SUPPLIED RECORDS >>

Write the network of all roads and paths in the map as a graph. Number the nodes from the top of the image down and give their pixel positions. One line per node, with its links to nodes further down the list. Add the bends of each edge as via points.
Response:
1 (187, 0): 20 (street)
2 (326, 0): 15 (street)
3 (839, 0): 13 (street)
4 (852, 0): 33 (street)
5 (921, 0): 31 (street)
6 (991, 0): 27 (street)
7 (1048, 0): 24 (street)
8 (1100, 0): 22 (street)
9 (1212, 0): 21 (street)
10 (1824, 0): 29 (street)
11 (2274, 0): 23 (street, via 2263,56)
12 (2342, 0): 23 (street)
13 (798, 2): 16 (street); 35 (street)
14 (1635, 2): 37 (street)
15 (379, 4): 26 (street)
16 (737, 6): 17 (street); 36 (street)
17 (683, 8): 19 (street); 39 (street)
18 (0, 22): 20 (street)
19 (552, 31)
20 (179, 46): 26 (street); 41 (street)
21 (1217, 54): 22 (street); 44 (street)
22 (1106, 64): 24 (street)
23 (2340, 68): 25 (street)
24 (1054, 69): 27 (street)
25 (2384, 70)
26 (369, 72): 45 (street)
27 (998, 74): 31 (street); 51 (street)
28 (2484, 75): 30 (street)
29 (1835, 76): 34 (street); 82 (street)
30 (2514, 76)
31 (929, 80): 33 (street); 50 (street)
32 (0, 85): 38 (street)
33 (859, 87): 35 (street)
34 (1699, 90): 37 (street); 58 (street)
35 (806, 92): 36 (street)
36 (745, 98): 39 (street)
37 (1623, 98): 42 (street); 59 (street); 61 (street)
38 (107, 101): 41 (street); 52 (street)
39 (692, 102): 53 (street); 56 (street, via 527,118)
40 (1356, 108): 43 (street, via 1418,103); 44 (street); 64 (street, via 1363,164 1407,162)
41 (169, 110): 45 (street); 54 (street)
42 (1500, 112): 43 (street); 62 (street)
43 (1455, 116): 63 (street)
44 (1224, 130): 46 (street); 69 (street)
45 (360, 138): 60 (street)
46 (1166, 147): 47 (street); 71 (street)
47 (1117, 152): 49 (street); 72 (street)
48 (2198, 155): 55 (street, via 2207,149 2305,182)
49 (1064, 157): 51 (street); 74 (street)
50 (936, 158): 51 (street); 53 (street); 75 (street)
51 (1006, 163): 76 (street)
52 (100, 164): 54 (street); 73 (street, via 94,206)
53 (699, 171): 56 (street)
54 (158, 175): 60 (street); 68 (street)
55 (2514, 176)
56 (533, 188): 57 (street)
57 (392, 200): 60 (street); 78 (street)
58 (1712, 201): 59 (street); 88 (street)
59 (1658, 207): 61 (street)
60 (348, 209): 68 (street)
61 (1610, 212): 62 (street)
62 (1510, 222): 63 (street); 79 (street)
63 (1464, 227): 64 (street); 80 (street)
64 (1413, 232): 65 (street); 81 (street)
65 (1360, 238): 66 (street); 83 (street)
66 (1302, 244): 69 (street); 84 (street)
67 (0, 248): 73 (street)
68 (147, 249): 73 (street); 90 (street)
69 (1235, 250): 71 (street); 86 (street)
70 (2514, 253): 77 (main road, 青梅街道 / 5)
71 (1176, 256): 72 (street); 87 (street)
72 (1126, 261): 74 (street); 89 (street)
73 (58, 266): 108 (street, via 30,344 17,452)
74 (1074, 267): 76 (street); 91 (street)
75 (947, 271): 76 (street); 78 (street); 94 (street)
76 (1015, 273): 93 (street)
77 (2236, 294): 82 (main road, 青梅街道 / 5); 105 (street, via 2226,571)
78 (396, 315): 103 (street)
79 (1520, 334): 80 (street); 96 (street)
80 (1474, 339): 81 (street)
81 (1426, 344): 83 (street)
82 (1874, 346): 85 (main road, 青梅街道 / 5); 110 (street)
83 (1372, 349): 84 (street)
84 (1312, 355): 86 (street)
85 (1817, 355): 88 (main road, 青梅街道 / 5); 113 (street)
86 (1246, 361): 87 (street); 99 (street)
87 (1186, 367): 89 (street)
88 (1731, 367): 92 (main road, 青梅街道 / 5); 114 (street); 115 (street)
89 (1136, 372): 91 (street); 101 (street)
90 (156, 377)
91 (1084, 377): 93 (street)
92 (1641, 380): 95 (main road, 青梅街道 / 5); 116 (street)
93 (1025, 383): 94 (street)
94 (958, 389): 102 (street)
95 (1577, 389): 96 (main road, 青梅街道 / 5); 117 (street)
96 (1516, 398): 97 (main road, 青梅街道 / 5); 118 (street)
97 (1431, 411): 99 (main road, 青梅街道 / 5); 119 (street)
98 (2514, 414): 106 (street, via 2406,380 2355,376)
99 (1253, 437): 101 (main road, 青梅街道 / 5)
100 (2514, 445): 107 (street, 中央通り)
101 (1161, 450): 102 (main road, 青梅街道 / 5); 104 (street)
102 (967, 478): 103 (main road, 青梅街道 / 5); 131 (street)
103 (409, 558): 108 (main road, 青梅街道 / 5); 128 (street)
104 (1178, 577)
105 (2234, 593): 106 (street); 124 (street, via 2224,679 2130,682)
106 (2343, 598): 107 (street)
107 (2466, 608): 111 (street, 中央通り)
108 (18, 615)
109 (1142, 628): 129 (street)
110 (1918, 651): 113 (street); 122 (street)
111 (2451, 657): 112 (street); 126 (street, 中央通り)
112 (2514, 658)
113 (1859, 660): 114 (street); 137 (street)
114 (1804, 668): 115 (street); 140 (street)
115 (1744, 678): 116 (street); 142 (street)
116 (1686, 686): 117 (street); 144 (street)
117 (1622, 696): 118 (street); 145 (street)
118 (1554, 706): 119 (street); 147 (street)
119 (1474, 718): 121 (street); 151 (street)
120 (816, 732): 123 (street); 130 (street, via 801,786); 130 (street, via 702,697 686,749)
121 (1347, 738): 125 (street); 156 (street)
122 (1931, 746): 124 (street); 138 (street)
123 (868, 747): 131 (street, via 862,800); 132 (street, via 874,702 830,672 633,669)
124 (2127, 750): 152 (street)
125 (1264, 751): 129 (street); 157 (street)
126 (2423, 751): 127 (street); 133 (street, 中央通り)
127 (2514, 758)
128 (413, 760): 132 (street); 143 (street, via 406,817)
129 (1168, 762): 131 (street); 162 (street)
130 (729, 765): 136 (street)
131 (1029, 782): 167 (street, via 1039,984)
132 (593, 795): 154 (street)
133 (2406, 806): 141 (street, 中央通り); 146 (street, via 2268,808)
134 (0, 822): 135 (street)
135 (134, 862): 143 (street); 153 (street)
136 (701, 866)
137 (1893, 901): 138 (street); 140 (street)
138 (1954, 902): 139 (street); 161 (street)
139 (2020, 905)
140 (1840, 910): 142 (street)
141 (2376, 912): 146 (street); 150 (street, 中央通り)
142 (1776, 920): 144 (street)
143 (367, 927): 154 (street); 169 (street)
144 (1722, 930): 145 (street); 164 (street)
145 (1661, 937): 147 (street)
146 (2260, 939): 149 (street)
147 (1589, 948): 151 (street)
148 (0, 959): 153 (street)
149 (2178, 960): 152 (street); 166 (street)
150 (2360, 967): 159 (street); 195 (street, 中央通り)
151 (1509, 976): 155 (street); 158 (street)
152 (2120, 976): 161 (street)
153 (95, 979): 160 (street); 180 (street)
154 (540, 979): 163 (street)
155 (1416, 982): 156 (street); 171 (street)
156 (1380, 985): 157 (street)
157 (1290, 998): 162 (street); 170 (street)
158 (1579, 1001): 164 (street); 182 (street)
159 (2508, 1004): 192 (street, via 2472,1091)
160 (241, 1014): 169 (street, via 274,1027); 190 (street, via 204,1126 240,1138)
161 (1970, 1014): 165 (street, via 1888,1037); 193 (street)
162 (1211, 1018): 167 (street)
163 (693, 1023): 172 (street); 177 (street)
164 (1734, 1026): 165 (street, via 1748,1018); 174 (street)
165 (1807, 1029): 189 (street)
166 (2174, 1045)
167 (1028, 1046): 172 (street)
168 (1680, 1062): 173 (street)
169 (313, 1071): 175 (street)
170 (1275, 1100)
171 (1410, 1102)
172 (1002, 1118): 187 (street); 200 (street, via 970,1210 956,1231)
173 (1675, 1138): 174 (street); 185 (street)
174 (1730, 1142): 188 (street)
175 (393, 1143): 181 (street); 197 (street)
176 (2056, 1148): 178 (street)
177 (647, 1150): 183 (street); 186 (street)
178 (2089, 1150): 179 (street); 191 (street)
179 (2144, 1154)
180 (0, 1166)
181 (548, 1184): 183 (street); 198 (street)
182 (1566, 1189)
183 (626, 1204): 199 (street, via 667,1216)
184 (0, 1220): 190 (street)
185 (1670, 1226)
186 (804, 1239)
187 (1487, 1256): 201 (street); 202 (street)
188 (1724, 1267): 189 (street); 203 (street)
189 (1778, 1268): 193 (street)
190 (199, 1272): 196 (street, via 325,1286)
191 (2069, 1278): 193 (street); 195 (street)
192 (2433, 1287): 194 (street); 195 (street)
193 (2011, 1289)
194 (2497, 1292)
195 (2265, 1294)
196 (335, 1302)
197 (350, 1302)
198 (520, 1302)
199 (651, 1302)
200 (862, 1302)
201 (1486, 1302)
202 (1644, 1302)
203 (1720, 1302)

ABOUT THIS TASK >> Each line containing the word "中央通り" needs to be copied from the data above.

OUTPUT >>
100 (2514, 445): 107 (street, 中央通り)
107 (2466, 608): 111 (street, 中央通り)
111 (2451, 657): 112 (street); 126 (street, 中央通り)
126 (2423, 751): 127 (street); 133 (street, 中央通り)
133 (2406, 806): 141 (street, 中央通り); 146 (street, via 2268,808)
141 (2376, 912): 146 (street); 150 (street, 中央通り)
150 (2360, 967): 159 (street); 195 (street, 中央通り)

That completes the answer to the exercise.